Here’s how it works. There’s you here and there’s eveybody else in the world. And you can make contact with any one of them if you only know the right combination of 6 – or sometimes less – people to contact. Simple.
Only it’s not [for most of them] because you have no idea which combination of folks it is.
Start here:
en.wikipedia.org/wiki/Six_Degrees_of_Kevin_Bacon
This is a very strange movie. Or it is for me. I’m not sure when I am or am not being put on. Is it meant to convey meaning in layers or is it layer upon layer of irony. It’s got a great big heart at the end of it and a great big mystery that will never be solved. But is all this just, “wink, wink”?
That you want it to be “real” is a testiment to how the film is able to draw you in below the surface. Or, again, some of us.

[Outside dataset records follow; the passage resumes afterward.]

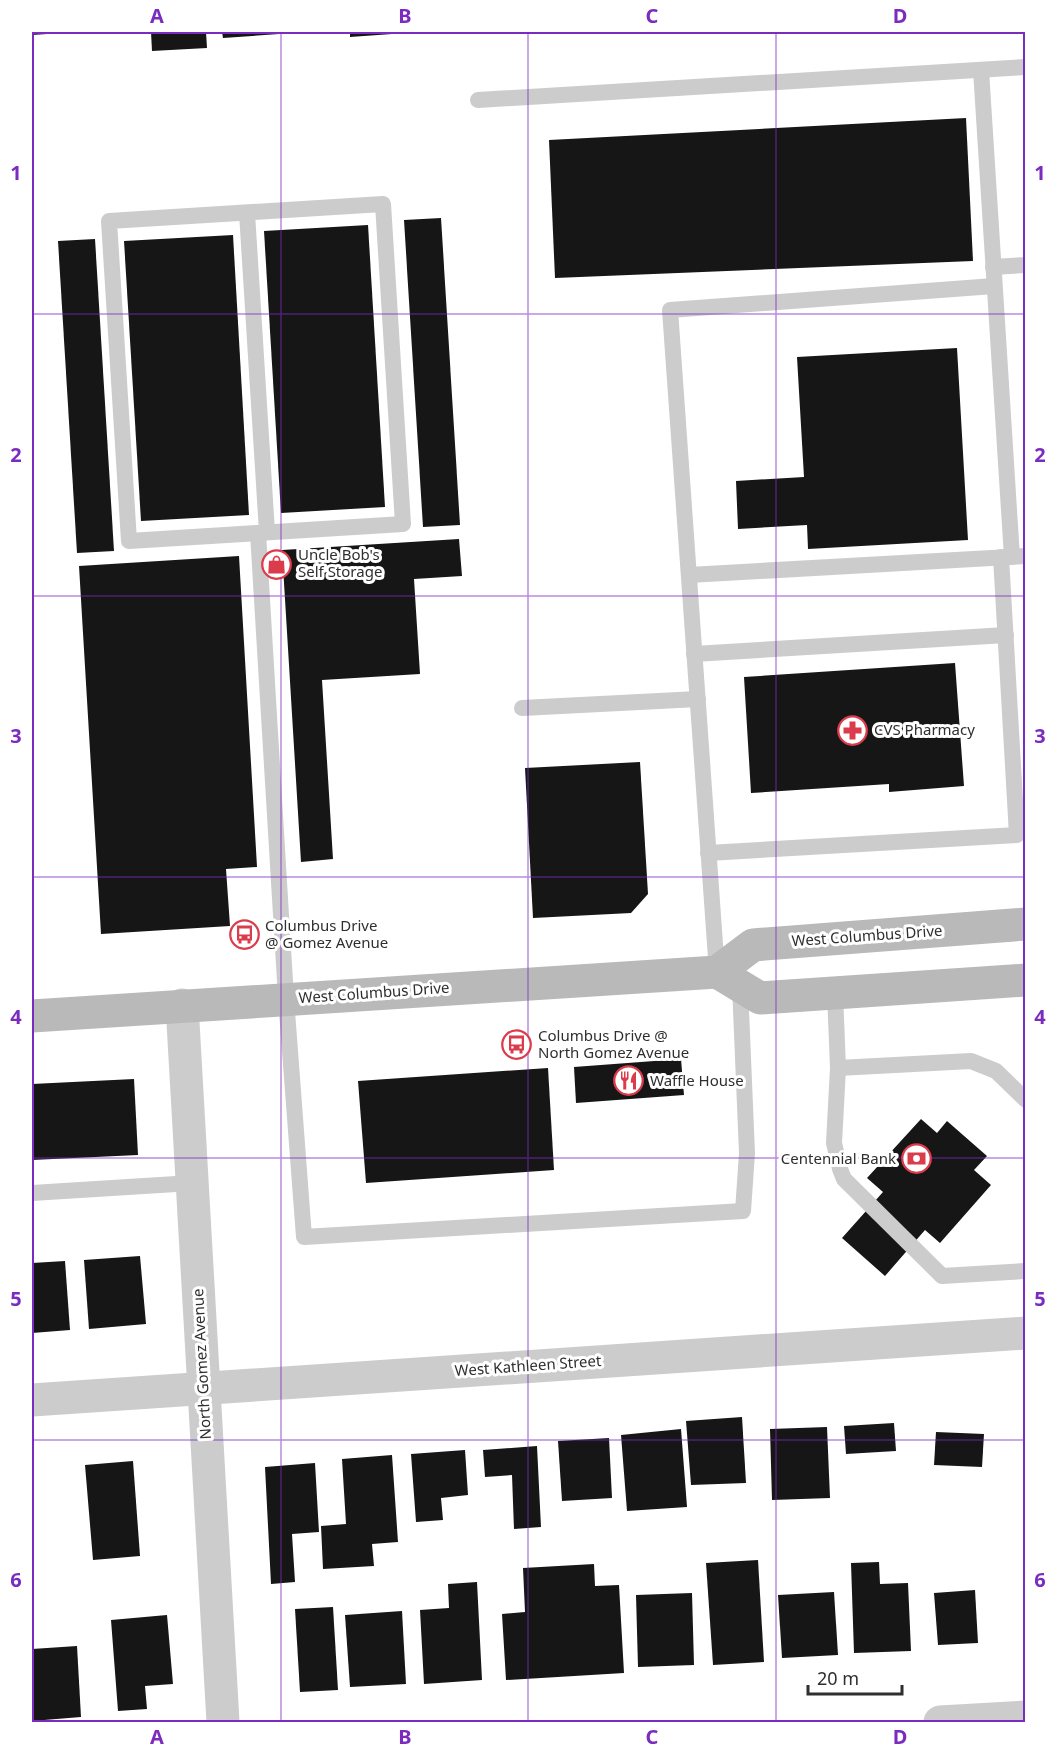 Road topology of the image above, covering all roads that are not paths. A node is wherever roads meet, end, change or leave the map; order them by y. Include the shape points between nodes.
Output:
1 (1026, 67) edge
2 (981, 70) junction
3 (478, 100) dead end
4 (247, 213) junction
5 (1026, 265) edge
6 (993, 267) junction
7 (994, 286) junction
8 (263, 533) junction
9 (1013, 557) edge
10 (689, 575) junction
11 (1006, 635) junction
12 (694, 654) junction
13 (698, 699) junction
14 (522, 708) dead end
15 (708, 853) junction
16 (1026, 924) edge
17 (728, 979) junction
18 (1026, 980) edge
19 (835, 993) junction
20 (285, 998) junction
21 (182, 1005) junction
22 (32, 1016) edge
23 (838, 1068) junction
24 (1026, 1100) edge
25 (192, 1184) junction
26 (32, 1193) edge
27 (1026, 1271) edge
28 (1026, 1333) edge
29 (203, 1387) junction
30 (32, 1400) edge
31 (1026, 1717) edge
32 (223, 1722) edge
33 (940, 1722) edge

1 - 2 lane
2 - 3 lane
2 - 6 lane
4 - 8 lane
4 - 8 lane via 109,221 129,541
4 - 8 lane via 383,204 403,524
5 - 6 lane
6 - 7 lane
7 - 9 lane
7 - 10 lane via 670,310
8 - 20 lane
9 - 10 lane
9 - 11 lane
10 - 12 lane
11 - 12 lane
11 - 15 lane via 1017,835
12 - 13 lane
13 - 14 lane
13 - 15 lane
15 - 17 lane
16 - 17 main road, West Columbus Drive via 753,945
17 - 19 main road, West Columbus Drive via 760,998
17 - 20 main road, West Columbus Drive
17 - 20 lane via 747,1153 743,1211 304,1237
18 - 19 main road, West Columbus Drive
19 - 23 lane
20 - 21 main road, West Columbus Drive
21 - 22 main road, West Columbus Drive
21 - 25 street, North Gomez Avenue
23 - 24 lane via 971,1061 996,1071
23 - 27 lane via 834,1143 844,1179 942,1276
25 - 26 lane
25 - 29 street, North Gomez Avenue
28 - 29 street, West Kathleen Street
29 - 30 street, West Kathleen Street
29 - 32 street, North Gomez Avenue
31 - 33 street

Then there are the trials and the travails of the upper middle class. And their shitbag kids.
Or maybe this is all just a surreal remake of My Fair Lady—with Will Smith as Eliza Doolittle.
IMDb
[b]The inspiration for Paul, David Hampton, died of AIDS on 18 July 2003.
Will Smith refused to actually kiss Anthony Michael Hall just before their kissing scene so a camera trick was used showing only the back of their heads. In an interview, Smith stated that Denzel Washington advised him not to kiss a man on-screen for it would harm his career. Smith stated that he regretted not going through with it saying “It was very immature on my part.”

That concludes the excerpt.